Osborne’s time as editor coincided with the intensification of the controversy following Britain’s vote to leave the European Union, and the simultaneous campaign by the majority of the Parliamentary Labour Party to be rid of their unloved leader, Jeremy Corbyn. The Standard threw itself into both. If you read the Londoner’s Diary at that time, for example, the tittle-tattle about celebrities would be peppered with stabs at Corbyn and his supporters. The editor of that part of the paper from mid-2019 was Ayesha Hazarika, whose chief qualification was her ferocious opposition to Corbyn.

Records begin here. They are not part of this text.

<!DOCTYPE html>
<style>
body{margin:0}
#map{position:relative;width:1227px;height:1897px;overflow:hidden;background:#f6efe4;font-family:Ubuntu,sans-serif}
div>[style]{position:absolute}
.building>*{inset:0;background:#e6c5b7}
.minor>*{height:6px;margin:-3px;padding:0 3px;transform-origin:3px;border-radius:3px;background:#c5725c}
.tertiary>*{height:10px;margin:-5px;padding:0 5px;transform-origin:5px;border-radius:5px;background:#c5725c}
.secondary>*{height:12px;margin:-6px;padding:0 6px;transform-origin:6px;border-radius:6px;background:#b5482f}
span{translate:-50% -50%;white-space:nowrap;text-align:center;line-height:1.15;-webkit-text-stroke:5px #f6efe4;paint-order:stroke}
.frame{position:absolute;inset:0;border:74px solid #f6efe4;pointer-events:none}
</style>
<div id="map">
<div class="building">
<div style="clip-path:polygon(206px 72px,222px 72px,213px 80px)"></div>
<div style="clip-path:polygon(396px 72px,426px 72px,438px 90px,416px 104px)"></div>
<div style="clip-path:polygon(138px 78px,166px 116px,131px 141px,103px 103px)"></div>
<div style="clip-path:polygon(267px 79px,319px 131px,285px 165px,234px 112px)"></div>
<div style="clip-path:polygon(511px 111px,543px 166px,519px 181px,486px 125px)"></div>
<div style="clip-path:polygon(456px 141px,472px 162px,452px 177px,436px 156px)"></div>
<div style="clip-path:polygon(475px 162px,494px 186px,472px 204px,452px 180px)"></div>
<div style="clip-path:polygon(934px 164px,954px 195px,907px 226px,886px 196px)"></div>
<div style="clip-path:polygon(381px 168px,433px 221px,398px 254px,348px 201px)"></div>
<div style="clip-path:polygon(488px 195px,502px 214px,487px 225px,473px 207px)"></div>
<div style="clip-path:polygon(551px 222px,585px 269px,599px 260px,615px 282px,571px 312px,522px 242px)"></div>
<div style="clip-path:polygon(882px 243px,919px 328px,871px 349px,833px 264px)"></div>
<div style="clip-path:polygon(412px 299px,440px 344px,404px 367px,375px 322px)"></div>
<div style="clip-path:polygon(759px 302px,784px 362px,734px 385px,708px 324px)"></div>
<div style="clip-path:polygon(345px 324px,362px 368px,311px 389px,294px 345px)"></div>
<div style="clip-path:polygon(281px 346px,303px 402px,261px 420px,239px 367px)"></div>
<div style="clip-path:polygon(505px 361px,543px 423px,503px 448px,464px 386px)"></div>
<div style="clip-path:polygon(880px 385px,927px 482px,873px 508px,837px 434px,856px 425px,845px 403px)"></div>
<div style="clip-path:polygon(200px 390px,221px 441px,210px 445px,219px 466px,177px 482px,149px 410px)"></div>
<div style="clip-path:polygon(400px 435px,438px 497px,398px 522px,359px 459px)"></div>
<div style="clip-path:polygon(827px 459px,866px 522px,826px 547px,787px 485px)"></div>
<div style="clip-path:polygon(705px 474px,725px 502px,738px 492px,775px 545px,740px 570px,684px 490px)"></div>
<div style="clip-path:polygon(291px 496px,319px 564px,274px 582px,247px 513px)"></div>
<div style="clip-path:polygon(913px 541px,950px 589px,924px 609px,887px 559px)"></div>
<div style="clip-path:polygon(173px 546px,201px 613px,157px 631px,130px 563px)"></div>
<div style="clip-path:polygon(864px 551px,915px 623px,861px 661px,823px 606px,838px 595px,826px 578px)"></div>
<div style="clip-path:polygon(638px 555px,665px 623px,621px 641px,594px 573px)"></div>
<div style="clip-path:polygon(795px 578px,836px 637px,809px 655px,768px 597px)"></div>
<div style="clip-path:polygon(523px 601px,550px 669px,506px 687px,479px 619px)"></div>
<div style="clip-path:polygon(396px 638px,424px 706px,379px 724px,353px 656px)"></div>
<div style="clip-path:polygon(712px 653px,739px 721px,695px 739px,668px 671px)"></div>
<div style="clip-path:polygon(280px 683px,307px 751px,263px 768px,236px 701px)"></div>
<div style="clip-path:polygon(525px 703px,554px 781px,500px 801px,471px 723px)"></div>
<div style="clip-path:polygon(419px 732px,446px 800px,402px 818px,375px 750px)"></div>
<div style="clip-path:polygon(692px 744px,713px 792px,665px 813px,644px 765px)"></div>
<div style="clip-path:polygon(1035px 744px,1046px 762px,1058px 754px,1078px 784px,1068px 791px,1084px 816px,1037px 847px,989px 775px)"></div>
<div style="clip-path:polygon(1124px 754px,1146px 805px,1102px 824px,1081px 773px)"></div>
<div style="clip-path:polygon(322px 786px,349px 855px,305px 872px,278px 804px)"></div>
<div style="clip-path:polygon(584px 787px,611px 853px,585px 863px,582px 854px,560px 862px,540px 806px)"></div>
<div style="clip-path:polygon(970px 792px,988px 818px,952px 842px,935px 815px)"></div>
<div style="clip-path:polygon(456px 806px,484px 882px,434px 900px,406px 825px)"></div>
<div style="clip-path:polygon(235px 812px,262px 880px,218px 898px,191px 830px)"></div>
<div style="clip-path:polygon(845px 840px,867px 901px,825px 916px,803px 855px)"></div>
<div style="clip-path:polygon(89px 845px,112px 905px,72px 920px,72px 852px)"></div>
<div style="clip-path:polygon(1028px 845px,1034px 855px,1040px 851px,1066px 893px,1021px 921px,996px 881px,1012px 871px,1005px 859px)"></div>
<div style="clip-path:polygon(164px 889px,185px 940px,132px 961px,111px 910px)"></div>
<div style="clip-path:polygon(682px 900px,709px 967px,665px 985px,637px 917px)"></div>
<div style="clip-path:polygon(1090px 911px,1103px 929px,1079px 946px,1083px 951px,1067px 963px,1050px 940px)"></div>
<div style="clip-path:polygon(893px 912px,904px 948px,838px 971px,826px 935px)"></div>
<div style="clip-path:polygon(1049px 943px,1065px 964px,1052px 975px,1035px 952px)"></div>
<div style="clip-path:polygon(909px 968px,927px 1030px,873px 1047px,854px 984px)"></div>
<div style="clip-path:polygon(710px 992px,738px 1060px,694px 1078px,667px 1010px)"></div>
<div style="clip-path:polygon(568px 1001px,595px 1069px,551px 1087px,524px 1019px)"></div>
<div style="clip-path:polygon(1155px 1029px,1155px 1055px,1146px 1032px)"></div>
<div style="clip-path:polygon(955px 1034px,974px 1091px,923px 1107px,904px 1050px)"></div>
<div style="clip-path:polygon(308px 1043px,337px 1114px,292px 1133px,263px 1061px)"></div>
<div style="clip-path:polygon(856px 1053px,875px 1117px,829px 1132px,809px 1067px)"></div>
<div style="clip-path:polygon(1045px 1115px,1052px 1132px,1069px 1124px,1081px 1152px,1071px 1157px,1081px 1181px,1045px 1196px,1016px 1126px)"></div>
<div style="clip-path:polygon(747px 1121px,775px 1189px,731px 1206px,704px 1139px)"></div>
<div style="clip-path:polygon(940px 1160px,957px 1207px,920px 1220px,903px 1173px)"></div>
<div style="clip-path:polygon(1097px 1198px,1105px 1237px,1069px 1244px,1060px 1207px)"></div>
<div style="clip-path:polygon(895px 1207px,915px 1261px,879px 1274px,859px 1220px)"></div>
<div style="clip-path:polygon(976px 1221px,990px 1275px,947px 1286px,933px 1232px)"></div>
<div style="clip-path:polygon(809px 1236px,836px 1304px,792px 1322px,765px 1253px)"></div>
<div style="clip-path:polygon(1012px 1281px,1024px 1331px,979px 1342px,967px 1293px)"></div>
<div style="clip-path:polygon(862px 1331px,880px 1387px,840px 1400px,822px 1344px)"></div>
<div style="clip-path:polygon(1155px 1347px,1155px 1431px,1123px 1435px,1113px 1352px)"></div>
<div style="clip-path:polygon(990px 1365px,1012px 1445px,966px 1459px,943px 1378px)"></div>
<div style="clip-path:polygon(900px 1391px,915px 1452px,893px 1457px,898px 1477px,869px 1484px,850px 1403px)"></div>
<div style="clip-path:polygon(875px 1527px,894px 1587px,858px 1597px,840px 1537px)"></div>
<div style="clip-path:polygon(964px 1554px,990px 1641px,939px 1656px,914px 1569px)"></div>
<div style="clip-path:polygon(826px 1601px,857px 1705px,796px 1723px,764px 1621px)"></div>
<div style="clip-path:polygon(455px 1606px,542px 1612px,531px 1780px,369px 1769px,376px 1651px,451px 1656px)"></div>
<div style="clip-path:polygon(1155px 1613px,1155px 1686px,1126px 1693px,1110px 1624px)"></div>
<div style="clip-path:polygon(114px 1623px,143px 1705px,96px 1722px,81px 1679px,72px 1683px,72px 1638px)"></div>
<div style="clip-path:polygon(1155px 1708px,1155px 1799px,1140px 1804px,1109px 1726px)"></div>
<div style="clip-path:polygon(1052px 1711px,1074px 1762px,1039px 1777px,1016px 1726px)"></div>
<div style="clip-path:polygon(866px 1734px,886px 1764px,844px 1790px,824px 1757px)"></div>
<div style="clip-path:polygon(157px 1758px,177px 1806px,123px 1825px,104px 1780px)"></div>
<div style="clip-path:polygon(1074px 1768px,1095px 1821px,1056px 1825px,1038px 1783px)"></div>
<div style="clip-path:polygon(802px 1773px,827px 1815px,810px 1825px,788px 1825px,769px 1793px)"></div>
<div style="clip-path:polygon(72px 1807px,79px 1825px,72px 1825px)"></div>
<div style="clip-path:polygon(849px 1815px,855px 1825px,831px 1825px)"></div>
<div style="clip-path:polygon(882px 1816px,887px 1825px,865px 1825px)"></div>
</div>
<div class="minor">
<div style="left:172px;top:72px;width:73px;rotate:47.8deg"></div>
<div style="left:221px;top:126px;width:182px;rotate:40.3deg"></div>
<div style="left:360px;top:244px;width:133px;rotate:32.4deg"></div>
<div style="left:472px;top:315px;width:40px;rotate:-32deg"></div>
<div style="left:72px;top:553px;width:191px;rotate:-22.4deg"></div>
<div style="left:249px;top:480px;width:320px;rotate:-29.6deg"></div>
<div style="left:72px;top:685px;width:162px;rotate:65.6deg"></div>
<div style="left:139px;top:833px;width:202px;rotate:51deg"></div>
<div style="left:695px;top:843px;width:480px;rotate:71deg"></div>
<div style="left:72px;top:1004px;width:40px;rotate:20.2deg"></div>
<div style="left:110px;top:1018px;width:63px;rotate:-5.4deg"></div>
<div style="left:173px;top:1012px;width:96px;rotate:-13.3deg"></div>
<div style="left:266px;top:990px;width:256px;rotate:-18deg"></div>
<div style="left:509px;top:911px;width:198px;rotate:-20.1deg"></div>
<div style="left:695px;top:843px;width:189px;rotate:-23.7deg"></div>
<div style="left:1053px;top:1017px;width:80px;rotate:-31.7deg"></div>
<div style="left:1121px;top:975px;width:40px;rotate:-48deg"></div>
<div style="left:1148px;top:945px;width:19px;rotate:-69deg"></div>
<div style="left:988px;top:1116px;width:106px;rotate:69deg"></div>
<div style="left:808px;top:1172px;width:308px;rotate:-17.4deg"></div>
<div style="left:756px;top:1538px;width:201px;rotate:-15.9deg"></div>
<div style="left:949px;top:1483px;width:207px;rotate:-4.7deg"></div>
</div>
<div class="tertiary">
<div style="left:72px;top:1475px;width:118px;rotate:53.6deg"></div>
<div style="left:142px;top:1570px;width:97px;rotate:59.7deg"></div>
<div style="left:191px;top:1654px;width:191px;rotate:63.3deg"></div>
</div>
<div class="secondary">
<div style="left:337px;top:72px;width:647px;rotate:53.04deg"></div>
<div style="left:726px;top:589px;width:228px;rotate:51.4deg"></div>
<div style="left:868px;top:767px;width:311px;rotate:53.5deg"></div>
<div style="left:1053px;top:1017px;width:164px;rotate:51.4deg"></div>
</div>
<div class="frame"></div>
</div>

As for Brexit, Osborne steered the Standard into giving tireless support to the People’s Vote campaign. His newspaper career climaxed, of course, with the general election of December 2019. The Standard ran a laudatory interview with Boris Johnson in the run-up. That may seem surprising, if you assume that Osborne would have been keen to avoid boosting the electoral chances of the man who was promising to ‘get Brexit done’. If, though, you are enough of a left-wing conspiracy theorist to assume that the entire People’s Vote campaign was an elaborate scam aimed not at reversing Brexit but at disconcerting and undermining the Corbyn leadership, then there was nothing surprising about it at all.

Howard Medwell
London N18

David Runciman speculates that the queen’s death on 8 September ‘must have had something to do with’ the unhinging of Liz Truss, but doesn’t quite say what. A clue might be found in her response to the formal announcement of the queen’s death. ‘We are all devastated by the news we have just heard from Balmoral,’ she said. ‘The death of Her Majesty the Queen is a huge shock to the nation and to the world.’ As I listened to the radio, I was puzzled at Truss’s remark that we were all in shock at the entirely unsurprising death of a frail 97-year-old woman. But watching the same speech later on TV, I could see that Truss herself certainly was in shock.

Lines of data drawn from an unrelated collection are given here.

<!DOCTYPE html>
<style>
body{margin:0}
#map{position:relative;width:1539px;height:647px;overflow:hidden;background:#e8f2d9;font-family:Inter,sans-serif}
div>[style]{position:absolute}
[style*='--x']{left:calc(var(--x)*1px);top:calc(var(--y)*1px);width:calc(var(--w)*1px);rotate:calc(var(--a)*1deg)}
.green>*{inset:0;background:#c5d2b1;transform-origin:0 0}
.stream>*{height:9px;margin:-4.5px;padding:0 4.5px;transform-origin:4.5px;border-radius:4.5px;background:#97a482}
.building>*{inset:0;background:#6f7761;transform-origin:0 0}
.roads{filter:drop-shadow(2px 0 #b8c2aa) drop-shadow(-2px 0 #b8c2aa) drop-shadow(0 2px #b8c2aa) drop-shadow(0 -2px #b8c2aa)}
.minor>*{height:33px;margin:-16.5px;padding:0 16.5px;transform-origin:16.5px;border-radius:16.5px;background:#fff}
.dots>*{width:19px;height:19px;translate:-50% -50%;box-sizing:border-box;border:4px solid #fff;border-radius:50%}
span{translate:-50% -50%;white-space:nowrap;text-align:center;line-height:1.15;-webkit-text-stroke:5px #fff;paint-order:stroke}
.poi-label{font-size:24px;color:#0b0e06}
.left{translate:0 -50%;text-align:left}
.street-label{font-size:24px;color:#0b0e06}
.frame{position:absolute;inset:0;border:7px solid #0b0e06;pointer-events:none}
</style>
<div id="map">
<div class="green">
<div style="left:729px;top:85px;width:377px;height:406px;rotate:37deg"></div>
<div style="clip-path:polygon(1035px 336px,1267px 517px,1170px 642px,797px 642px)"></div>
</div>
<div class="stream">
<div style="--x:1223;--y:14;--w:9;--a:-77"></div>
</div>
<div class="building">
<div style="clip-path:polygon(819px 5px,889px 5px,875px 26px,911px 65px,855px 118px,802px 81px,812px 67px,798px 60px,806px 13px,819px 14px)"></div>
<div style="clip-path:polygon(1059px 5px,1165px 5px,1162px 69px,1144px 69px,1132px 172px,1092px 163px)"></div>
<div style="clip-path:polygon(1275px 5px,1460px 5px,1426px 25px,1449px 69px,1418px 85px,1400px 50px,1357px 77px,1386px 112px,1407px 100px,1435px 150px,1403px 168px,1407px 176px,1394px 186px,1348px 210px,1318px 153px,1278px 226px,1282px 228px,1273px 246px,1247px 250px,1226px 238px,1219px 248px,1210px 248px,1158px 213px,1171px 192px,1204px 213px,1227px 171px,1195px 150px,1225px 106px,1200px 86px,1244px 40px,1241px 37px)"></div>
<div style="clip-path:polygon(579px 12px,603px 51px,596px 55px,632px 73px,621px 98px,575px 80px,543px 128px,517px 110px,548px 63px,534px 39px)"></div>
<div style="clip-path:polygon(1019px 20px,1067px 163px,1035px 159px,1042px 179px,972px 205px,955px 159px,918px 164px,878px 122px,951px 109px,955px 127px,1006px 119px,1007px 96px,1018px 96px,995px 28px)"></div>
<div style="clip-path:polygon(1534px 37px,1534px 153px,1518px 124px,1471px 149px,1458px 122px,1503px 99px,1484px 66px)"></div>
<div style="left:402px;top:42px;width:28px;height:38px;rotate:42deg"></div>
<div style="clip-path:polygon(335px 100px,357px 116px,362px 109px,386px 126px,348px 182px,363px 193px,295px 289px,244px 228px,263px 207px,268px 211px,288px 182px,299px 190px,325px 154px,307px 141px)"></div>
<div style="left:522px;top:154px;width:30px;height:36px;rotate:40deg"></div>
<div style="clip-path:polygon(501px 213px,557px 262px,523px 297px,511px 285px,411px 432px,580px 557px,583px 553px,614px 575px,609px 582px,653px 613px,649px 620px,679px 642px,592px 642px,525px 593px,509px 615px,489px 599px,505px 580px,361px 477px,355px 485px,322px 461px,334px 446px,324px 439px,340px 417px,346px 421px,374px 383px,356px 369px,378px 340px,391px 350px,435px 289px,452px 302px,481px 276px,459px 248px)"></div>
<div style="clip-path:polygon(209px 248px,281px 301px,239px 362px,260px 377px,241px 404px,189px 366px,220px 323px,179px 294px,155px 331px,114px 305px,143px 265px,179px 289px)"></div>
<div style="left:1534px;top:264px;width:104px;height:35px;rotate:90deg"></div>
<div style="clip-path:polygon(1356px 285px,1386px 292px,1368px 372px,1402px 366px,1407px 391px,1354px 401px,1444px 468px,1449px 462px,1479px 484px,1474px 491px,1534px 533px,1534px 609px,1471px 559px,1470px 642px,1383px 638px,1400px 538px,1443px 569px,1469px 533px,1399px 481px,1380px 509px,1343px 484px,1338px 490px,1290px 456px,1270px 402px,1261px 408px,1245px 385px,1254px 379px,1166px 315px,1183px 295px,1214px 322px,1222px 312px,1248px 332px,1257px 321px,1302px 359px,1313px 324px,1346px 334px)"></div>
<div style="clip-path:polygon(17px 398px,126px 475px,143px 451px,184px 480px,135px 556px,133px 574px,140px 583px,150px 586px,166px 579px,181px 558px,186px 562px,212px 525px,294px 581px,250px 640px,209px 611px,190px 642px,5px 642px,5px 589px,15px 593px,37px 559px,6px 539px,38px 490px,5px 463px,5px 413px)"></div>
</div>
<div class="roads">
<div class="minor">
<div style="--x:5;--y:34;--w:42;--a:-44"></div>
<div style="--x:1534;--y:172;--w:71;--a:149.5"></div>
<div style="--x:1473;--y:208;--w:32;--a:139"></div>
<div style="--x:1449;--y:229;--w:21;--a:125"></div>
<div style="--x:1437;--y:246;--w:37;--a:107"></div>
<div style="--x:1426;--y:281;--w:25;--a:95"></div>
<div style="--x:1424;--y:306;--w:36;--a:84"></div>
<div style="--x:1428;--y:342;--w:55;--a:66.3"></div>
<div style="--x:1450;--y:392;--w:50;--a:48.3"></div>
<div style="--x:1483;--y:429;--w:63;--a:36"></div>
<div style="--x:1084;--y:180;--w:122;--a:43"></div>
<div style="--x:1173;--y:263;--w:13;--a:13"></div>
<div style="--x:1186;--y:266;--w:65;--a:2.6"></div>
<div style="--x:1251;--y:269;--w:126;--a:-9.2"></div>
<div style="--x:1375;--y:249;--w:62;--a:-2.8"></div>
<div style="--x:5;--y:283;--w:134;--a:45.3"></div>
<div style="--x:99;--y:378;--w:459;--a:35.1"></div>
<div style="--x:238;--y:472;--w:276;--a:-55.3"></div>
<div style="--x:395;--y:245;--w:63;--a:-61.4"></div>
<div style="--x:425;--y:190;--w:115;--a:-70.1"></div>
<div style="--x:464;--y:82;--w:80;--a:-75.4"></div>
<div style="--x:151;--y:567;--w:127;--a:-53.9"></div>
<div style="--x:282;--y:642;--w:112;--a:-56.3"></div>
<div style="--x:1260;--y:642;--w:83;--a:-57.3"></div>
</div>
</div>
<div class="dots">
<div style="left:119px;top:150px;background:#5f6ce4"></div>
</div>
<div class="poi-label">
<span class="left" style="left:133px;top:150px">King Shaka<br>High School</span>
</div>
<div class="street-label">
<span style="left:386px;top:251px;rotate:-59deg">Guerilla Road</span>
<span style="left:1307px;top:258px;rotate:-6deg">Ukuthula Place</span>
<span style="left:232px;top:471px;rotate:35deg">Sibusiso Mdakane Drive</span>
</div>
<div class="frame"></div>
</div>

Two reasons suggest themselves. On 6 September, at her first formal audience, Truss had curtseyed awkwardly, looking like a nervous teenager. Two days later, the queen died. Perhaps, faced with her fifteenth prime minister, self-modelled on another woman PM she is reputed not to have liked, the queen decided it was finally time to retire in the only way she could allow. Truss, though, may more or less unconsciously have had the thought ‘I killed her,’ and reacted with excessive shock and guilt.

The other possibility is that Truss had been excitedly looking forward to those weekly tête-à-têtes, but then had the rug pulled rudely from under her feet. Two days into her premiership, she was worsted by a frail, elderly stateswoman whose death she almost certainly won’t have wanted fully to contemplate.